Aside from the little child Toto, the problems could be the fact that it’s really quite hard to like Milio who evidently is quite happy to leave his family for six months to live with Zaza without mentioning his wife, and the fact that the music isn’t as instantly memorable as Puccini. Lots of the same techniques are used – conversation, bustling orchestration – but it feels less certain, the music more incidental to a sung play rather than an integral part. You get glimpses of strong ideas that somehow fade away – at least in the first couple of acts. What actually is happening, is that Leoncavallo is building up to a strong finale, leaving me, much to my surprise, involved and rather moved.  This is an opera which could be revived in mainstream houses successfully.

That success will depend on the performance of the leading role. You need a good old fashioned singing actress capable of holding the performance together – you can understand why Geraldine Farrar made it such a success. I imagine that Netrebko, Gheorghiu, Freni when she was singing her heavier roles, would be or have been smashing in it. However, I don’t think their services will be required after the performance that Ermonela Jaho gave here. She took the role completely seriously, developing from the flippant prima donna of the first act, to the smitten lover of the second, through the tortured anguish of Act III to the anger, bitterness and despair of the last act. She has a way of conveying emotions and a fundamental honesty and decency so that they are utterly believable.  This wasn’t a showy, self-conscious performance but one where you she created someone entirely believable.  She held the hall mesmerised by the sheer passion, anger and sadness that she got into that final scene. She sang it superbly – it’s a gorgeous voice and she seizes the words and makes them mean something. I do hope the Royal Opera House have some plans for her to return for things other than Angelica. She’s a very special soprano indeed.

The rest were pretty good too. Riccardo Massi sang strongly as Milio, conveying the charm and fecklessness of the character and gave lots of pleasure with singing that struck me as perfectly in style.  He has a very attractive spinto tenor that has some heft behind it.  He’s doing Cavaradossi at the ROH later in the season and could be worth catching. Stephen Gaertner was a late-ish replacement as Cascart, Zaza’s ex and confidante, but he’d sung it before and I really enjoyed his concerned, stylish and intelligent singing. He did his Act IV aria really well. There may be some starrier names out there who could do the roles, but I’m not sure that I’d swap either of them.

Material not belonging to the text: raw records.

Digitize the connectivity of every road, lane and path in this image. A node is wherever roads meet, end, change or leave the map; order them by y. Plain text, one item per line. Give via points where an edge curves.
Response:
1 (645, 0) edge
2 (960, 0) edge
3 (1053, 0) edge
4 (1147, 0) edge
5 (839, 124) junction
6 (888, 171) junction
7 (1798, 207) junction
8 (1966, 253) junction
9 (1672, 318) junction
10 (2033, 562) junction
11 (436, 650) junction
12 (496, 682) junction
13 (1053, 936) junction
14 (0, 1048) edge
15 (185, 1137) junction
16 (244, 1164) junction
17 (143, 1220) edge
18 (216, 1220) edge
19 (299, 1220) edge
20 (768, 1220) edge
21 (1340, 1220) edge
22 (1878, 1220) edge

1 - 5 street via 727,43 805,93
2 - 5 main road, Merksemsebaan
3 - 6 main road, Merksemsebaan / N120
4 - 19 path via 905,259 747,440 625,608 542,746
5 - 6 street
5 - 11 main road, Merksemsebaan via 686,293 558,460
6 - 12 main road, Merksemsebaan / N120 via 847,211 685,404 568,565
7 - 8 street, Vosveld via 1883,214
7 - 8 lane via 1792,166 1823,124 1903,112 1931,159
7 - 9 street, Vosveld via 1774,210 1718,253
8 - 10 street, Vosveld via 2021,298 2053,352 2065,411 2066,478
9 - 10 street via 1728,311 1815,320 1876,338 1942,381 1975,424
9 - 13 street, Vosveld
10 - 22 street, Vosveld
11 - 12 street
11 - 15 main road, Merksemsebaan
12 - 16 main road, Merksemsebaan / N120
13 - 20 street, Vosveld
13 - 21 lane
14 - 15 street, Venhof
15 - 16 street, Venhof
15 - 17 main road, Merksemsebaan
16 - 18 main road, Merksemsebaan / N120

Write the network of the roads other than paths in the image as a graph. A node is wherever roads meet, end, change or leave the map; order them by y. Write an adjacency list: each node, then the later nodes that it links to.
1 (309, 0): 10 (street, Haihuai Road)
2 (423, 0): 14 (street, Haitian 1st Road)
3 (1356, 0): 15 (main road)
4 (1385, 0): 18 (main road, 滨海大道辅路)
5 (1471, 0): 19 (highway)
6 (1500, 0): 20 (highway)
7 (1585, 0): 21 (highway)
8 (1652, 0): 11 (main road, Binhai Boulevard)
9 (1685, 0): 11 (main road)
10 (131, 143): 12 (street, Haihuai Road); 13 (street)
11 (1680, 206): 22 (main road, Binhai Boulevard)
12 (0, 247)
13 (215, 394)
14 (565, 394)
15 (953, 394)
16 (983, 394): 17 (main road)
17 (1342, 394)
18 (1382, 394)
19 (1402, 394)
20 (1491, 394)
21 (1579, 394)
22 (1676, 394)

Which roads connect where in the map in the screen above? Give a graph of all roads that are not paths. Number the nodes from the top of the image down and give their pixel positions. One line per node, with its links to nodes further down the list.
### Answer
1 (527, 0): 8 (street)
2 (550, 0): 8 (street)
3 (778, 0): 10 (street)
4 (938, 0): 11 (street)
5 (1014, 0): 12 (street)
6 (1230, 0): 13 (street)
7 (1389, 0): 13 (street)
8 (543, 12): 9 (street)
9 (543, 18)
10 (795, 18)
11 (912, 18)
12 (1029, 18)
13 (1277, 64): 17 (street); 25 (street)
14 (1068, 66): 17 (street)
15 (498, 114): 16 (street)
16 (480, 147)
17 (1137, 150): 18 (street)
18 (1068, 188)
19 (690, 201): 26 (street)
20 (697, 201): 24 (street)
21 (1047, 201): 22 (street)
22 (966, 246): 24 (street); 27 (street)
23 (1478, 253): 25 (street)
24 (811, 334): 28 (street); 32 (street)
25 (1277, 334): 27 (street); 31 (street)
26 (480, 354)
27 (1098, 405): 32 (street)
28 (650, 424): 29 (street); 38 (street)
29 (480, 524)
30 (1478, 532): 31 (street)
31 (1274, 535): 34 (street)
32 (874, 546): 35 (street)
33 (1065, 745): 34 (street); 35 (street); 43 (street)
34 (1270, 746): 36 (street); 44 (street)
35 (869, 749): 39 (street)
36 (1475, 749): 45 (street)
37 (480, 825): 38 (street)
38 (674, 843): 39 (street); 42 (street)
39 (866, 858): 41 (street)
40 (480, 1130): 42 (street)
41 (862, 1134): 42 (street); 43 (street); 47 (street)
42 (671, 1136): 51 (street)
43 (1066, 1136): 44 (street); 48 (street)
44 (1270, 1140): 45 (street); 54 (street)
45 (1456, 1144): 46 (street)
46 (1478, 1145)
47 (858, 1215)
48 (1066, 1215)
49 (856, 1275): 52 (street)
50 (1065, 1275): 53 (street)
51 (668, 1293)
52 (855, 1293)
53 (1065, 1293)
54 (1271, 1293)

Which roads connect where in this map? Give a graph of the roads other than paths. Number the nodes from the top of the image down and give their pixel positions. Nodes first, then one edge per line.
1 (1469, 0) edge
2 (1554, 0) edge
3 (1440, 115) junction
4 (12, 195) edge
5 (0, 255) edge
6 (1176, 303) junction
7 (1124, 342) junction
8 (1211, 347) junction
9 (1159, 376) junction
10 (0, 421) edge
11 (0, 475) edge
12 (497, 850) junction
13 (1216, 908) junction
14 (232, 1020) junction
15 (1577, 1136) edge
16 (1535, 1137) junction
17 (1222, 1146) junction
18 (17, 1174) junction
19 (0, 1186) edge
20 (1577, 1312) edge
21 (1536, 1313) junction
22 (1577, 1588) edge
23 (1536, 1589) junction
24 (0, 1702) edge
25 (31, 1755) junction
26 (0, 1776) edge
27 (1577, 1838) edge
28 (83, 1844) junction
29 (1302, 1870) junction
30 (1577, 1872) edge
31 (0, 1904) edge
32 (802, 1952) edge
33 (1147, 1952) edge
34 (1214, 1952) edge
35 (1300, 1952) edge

There are quite a lot of small roles which were pretty strongly cast here even if not always easy to distinguish. I’d single out Nicky Spence for his outstandingly stylish and committed Courtois (Zaza’s boss) and Kathryn Rudge as Natalia the maid. Patricia Bardon was ill and Rebecca Lodge learned the role of Anaide (Zaza’s drunken mother) in 24 hours and put in a performance that did the job admirably.  Julia Ferri played Toto and managed to avoid making you want to strangle her or to rush for the sick bucket.

Some of that must be due to Susannah Waters’s direction.  She managed the comings and goings pretty well in front of the orchestra.  I’m not sure how far she can credited with helping Ms Jaho, but she obviously did nothing to hinder her and, as I’ve suggested, managed the third act really well.

Maurizio Benini conducted strongly. He took the piece absolutely seriously, played it for what it was worth and more and was well supported by the BBCSO and by the BBC Singers. This performance took place after the cast had recorded the opera and, as a result, they were all well into their roles – most used the scores as a fall-back and looked at each other and reacted.

This then struck me as demonstrating that Zaza is a viable opera – certainly no less so than, say, Adriana Lecouvreur or Fedora. I may be wrong, but I’d be surprised if this were even approaching the bottom of Mr Holten’s list of operas to perform at the ROH.  I’d say it would be worth it if only for Ms Jaho.   I’d certainly like to see a staging and will definitely be buying the CD when it comes out.